WHAT TO PRODUCE -> Extract, from the records beneath this instruction, each line that contains the word "SAUCES".
━━━━━━━━━━━━━━━━━━━━━━━━━━━━━━
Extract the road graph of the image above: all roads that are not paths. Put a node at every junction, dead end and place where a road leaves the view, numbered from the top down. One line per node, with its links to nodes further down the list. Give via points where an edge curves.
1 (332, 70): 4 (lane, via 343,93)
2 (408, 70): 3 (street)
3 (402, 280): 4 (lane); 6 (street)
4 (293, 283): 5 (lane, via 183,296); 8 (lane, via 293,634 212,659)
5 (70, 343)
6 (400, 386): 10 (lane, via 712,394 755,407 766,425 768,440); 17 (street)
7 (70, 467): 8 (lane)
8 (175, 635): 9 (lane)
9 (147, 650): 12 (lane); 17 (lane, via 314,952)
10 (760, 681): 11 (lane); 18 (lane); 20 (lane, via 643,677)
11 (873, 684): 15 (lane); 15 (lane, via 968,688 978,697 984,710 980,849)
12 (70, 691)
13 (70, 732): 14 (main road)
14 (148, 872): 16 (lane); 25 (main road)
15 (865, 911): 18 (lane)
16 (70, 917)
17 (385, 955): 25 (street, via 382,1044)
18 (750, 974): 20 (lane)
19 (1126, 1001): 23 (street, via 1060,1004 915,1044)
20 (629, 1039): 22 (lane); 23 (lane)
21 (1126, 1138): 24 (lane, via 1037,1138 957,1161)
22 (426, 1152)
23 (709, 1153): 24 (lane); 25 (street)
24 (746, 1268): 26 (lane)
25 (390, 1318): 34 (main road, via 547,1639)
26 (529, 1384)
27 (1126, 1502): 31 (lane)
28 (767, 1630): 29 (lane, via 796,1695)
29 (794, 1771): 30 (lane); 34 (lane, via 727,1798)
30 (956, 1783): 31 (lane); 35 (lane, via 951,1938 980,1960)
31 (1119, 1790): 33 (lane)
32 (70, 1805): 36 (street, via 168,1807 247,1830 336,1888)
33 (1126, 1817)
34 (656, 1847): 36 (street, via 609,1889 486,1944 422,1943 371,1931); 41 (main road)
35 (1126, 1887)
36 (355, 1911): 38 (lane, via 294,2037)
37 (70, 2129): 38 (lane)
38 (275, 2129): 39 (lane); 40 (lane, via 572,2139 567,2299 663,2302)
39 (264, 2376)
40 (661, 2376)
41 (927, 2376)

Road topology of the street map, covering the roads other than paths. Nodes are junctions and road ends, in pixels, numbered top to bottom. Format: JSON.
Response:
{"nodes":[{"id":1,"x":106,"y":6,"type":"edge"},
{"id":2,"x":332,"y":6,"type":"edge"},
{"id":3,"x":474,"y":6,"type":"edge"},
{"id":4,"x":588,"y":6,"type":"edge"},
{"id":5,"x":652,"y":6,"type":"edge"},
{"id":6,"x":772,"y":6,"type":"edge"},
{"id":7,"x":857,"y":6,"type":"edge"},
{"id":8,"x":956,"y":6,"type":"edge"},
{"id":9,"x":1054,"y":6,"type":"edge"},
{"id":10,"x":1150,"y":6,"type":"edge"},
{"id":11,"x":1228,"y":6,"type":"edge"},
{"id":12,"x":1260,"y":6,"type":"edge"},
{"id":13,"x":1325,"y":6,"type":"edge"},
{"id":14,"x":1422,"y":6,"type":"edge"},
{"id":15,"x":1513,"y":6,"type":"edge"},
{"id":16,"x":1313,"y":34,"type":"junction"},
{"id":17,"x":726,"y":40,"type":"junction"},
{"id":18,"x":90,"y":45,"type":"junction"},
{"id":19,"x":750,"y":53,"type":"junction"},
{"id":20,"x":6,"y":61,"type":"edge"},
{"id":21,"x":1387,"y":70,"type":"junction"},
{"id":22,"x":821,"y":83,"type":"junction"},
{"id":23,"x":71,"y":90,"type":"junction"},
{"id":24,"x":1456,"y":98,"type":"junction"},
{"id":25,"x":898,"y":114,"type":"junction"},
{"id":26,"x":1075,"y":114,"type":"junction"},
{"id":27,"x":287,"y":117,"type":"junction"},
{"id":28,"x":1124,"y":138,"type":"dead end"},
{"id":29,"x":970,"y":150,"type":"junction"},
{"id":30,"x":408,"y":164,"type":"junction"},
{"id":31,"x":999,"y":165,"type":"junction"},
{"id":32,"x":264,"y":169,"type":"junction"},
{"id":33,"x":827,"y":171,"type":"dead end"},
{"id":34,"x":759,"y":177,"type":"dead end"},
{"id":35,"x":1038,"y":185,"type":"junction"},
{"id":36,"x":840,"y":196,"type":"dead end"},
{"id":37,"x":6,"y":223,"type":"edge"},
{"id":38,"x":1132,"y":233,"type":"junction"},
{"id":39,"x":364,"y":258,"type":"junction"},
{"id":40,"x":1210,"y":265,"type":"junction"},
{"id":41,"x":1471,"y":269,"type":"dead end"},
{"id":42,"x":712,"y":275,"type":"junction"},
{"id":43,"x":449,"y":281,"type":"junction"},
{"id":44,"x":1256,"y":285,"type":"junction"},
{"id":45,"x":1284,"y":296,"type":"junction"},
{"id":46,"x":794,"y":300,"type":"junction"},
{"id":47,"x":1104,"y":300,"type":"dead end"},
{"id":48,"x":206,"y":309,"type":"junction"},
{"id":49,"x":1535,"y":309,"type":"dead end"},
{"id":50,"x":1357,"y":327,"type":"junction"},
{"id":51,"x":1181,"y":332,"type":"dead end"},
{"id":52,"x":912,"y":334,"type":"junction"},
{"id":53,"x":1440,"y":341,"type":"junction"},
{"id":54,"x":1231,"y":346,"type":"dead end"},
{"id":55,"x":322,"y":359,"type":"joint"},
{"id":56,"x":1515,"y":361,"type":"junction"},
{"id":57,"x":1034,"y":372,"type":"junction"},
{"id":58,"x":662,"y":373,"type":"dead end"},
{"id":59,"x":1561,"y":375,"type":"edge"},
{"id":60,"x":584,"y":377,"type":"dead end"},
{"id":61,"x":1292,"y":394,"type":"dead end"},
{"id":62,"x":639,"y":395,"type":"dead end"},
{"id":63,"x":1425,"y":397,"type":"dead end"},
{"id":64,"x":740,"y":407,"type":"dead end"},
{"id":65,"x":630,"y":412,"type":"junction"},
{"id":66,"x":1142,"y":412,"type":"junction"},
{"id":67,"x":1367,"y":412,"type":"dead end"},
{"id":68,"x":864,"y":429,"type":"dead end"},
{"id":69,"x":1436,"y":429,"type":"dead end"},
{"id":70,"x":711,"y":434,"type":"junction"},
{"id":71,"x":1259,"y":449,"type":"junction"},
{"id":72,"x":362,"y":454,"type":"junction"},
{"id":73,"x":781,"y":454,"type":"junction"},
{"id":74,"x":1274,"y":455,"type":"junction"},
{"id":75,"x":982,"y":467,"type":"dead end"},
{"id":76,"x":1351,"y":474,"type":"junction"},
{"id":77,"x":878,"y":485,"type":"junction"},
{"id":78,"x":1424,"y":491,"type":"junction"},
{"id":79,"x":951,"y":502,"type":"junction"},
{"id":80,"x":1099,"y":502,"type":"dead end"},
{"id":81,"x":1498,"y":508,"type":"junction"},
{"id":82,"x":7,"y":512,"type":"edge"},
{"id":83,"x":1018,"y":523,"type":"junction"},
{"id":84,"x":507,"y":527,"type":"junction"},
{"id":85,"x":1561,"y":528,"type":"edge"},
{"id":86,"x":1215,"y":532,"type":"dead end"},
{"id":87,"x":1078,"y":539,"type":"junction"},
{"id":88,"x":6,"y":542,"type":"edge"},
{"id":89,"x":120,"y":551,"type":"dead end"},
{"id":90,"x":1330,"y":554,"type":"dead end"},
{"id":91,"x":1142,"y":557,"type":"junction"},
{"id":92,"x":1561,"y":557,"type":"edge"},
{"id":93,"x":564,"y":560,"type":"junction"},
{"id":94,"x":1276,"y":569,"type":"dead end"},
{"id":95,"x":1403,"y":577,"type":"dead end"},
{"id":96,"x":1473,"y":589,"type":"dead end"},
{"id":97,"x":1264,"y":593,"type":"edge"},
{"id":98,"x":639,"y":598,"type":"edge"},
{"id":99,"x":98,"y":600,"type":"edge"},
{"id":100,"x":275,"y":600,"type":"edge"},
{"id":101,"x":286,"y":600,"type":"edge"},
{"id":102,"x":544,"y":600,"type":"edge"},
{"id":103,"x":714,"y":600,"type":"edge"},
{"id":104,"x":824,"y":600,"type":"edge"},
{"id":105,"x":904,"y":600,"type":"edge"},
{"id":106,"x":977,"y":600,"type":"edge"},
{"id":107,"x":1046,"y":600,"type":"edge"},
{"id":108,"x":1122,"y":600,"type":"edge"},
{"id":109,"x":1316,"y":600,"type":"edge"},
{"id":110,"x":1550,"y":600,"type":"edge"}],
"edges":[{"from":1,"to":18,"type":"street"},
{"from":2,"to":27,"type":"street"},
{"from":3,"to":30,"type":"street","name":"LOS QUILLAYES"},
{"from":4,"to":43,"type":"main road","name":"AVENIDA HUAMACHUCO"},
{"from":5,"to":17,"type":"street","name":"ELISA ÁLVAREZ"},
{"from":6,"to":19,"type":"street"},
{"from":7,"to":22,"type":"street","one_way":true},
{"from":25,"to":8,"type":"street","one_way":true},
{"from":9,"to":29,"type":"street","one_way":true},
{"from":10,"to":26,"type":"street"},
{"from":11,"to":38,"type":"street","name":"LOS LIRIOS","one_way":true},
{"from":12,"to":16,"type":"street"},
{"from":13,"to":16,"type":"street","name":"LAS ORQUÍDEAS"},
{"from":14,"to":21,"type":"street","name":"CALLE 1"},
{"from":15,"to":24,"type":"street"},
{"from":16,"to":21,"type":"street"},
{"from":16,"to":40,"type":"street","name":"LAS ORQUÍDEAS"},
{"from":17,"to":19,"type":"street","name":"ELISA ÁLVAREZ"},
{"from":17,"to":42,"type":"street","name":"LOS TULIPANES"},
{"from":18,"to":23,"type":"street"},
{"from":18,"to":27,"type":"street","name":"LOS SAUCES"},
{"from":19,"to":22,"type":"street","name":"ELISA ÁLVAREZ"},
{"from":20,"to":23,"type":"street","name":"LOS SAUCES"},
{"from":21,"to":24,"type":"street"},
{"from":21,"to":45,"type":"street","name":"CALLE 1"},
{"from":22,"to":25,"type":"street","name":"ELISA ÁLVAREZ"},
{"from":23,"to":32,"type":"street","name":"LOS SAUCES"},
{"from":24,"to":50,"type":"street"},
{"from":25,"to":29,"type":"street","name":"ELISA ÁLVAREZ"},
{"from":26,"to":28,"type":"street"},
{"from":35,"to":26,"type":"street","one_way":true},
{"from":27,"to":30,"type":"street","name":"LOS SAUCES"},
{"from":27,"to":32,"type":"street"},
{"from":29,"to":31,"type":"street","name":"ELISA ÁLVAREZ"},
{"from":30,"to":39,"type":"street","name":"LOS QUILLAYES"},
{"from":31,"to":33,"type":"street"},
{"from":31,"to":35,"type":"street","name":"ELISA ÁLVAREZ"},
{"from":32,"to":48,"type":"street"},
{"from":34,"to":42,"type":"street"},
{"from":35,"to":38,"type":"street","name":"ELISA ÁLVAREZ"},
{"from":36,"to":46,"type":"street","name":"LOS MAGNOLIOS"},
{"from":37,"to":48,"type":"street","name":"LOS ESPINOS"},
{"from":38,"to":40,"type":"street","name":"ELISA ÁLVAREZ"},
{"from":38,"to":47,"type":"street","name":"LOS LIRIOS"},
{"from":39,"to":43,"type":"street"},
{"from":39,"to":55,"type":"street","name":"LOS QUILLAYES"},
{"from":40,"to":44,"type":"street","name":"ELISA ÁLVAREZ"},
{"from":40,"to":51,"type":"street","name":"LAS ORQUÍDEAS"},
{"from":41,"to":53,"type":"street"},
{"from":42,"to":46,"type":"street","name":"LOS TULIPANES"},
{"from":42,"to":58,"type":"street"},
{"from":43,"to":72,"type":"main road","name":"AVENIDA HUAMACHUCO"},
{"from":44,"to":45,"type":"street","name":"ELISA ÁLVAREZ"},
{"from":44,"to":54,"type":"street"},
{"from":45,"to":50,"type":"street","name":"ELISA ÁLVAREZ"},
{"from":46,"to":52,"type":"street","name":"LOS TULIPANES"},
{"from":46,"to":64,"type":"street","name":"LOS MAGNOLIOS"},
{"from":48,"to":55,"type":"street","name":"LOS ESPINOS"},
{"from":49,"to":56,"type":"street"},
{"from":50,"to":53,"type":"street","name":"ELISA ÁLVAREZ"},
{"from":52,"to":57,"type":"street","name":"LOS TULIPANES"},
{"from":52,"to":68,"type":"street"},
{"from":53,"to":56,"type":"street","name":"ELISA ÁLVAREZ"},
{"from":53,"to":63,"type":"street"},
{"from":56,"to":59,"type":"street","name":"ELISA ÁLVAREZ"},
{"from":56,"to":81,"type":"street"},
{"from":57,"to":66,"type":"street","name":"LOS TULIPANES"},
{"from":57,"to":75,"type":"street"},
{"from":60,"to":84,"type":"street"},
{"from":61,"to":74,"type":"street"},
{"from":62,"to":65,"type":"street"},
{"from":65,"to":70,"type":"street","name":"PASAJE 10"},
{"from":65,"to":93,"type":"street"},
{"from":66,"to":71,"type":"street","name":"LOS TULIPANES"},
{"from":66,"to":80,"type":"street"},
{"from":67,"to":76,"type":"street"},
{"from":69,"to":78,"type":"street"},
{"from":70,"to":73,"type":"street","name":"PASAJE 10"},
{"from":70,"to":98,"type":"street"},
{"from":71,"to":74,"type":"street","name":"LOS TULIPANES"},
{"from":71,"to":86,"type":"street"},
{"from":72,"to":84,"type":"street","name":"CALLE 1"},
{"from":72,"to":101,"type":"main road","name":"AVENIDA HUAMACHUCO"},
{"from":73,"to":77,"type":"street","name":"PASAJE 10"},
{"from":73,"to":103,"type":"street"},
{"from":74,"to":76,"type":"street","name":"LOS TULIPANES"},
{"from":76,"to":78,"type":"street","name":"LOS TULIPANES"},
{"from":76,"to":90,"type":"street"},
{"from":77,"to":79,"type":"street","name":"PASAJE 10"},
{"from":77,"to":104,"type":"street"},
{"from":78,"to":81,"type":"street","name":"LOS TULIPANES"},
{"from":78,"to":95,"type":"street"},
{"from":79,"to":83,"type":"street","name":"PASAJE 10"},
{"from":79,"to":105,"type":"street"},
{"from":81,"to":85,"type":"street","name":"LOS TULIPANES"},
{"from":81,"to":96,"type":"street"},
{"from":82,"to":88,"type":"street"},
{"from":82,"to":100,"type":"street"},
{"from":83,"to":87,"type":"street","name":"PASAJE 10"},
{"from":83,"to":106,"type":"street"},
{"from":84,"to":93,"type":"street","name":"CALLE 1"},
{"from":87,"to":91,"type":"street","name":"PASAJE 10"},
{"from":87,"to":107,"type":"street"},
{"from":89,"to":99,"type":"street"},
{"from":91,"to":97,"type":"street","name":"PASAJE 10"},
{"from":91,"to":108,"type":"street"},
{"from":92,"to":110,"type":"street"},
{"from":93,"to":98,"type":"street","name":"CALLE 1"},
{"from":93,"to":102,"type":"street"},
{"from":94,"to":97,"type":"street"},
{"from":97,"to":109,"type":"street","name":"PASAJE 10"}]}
━━━━━━━━━━━━━━━━━━━━━━━━━━━━━━
ANSWER SECTION ->
{"from":18,"to":27,"type":"street","name":"LOS SAUCES"},
{"from":20,"to":23,"type":"street","name":"LOS SAUCES"},
{"from":23,"to":32,"type":"street","name":"LOS SAUCES"},
{"from":27,"to":30,"type":"street","name":"LOS SAUCES"},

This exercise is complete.